All entries must be repeated exactly; do not include the pictures.

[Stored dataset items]

Content starts

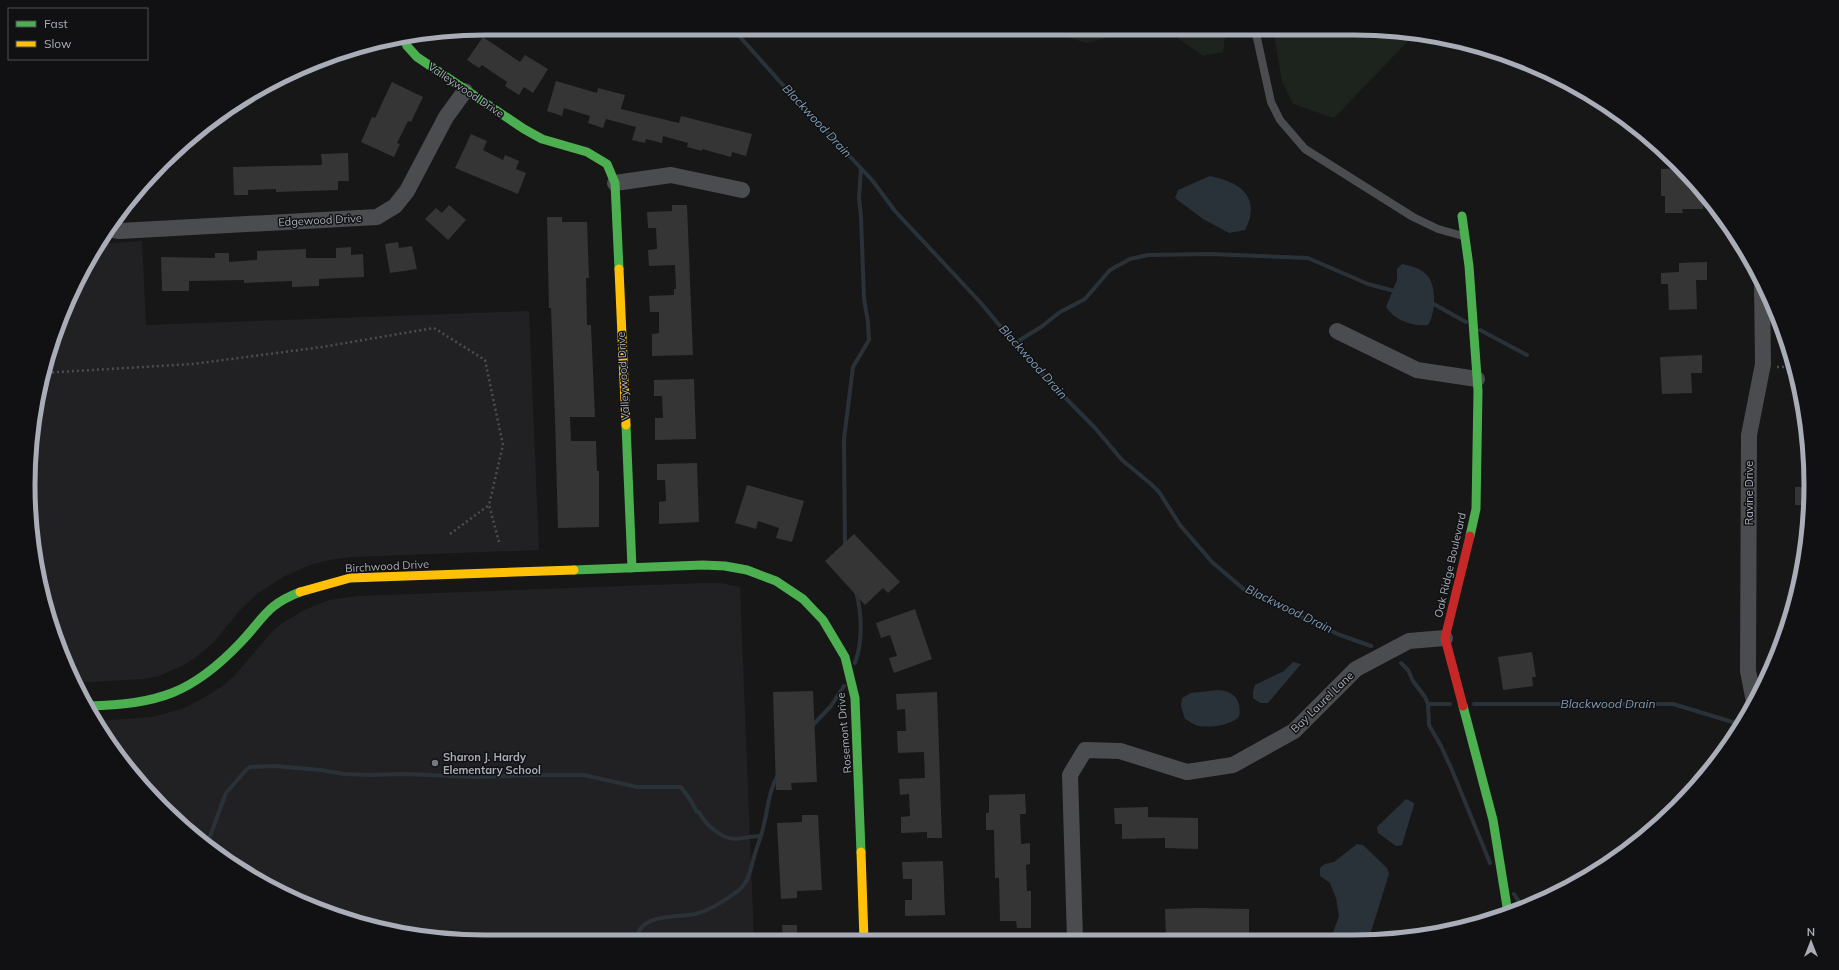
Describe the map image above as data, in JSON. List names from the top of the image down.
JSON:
{
  "streets": {
    "street": [
      "Valleywood Drive",
      "Edgewood Drive",
      "Ravine Drive",
      "Oak Ridge Boulevard",
      "Birchwood Drive",
      "Bay Laurel Lane",
      "Rosemont Drive"
    ]
  },
  "crossings": [
    ["Valleywood Drive", "Edgewood Drive"],
    ["Valleywood Drive", "Birchwood Drive"],
    ["Valleywood Drive", "Rosemont Drive"],
    ["Oak Ridge Boulevard", "Bay Laurel Lane"],
    ["Birchwood Drive", "Rosemont Drive"]
  ],
  "water": ["Blackwood Drain"],
  "places": ["Sharon J. Hardy Elementary School"],
  "legend": ["Fast", "Slow"],
  "north": "top"
}
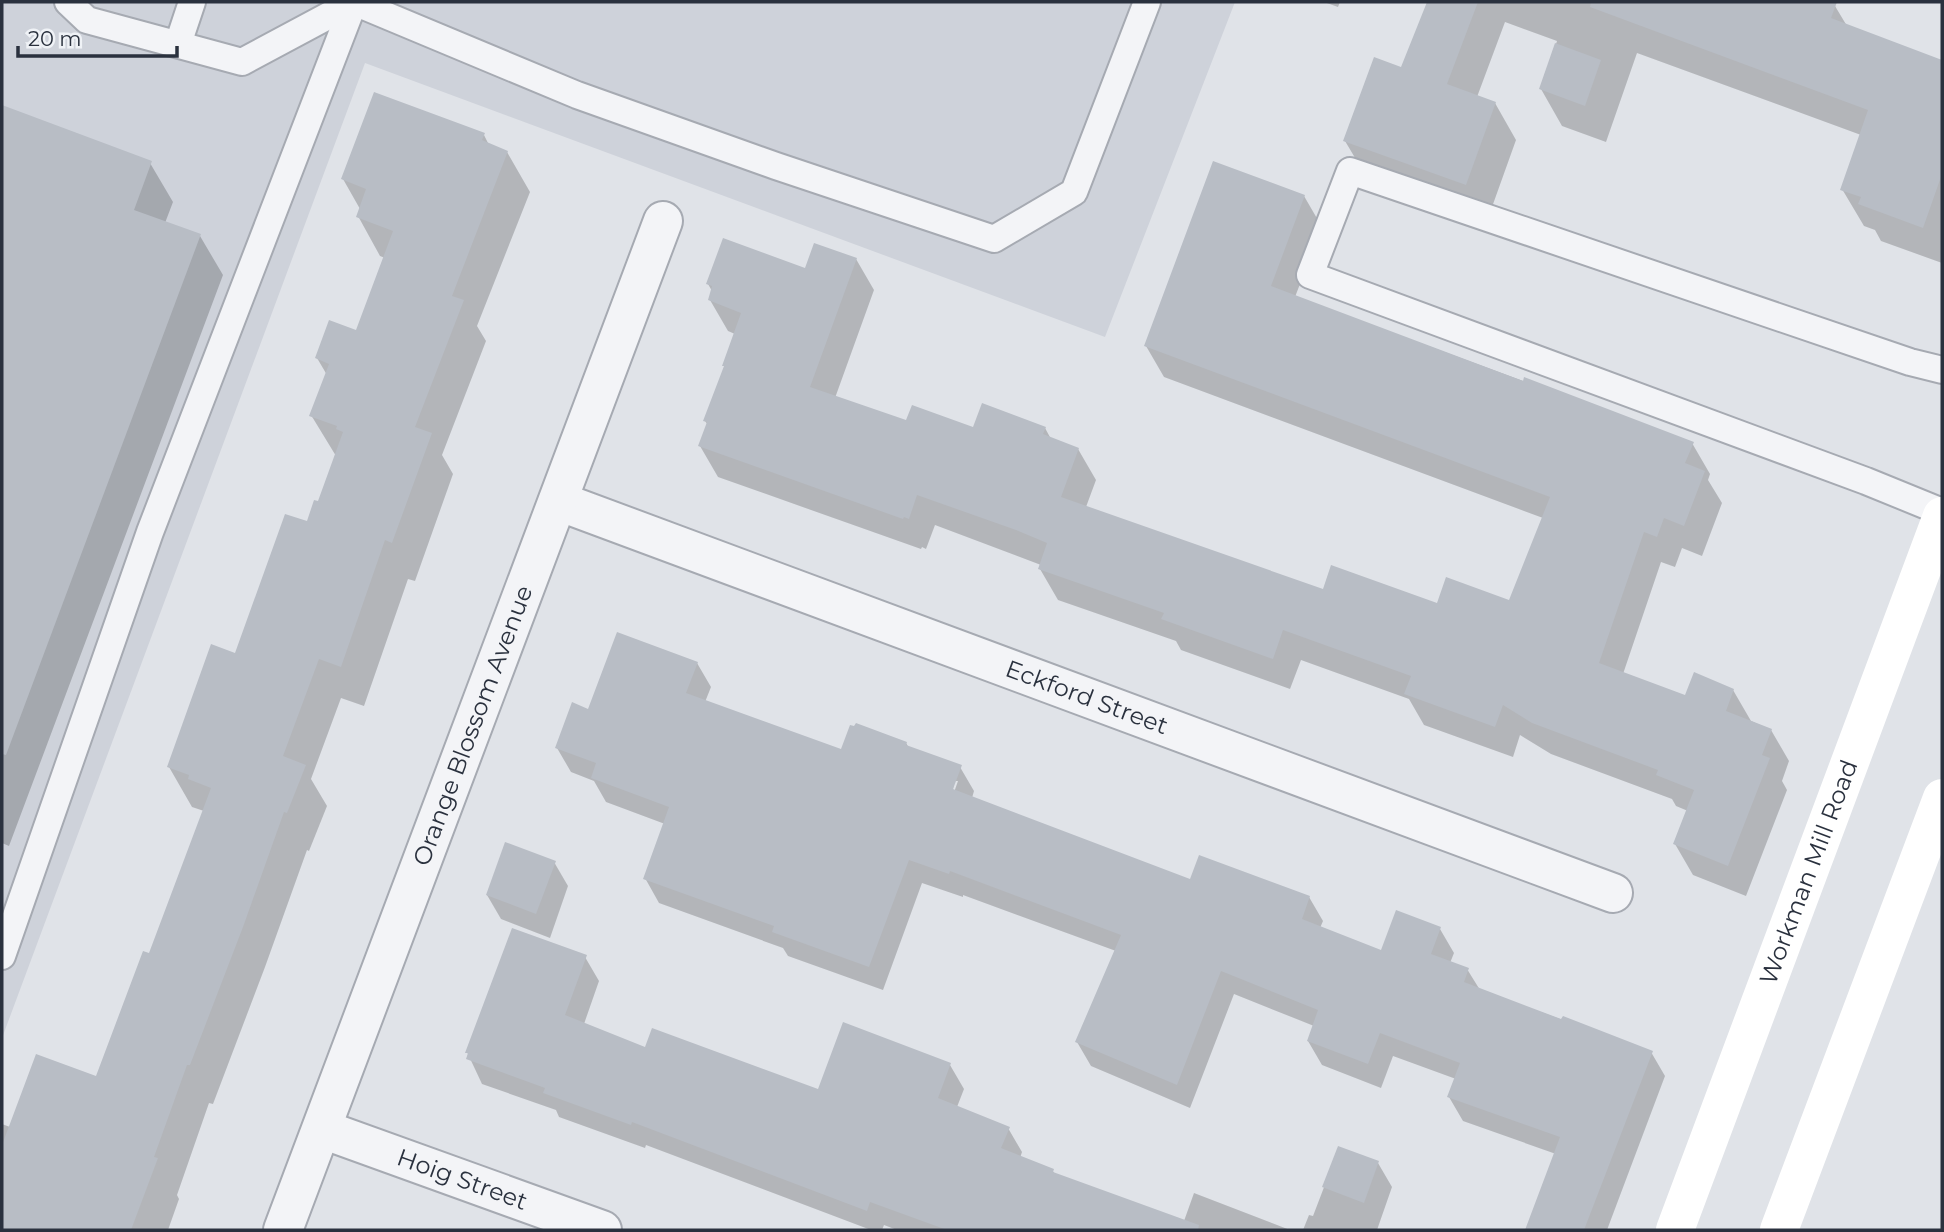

Content ends

§ **EXPECTED ANSWER**:
Describe the map image above as data, in JSON. List names from the top of the image down.
JSON:
{
  "streets": {
    "street": [
      "Valleywood Drive",
      "Edgewood Drive",
      "Ravine Drive",
      "Oak Ridge Boulevard",
      "Birchwood Drive",
      "Bay Laurel Lane",
      "Rosemont Drive"
    ]
  },
  "crossings": [
    ["Valleywood Drive", "Edgewood Drive"],
    ["Valleywood Drive", "Birchwood Drive"],
    ["Valleywood Drive", "Rosemont Drive"],
    ["Oak Ridge Boulevard", "Bay Laurel Lane"],
    ["Birchwood Drive", "Rosemont Drive"]
  ],
  "water": ["Blackwood Drain"],
  "places": ["Sharon J. Hardy Elementary School"],
  "legend": ["Fast", "Slow"],
  "north": "top"
}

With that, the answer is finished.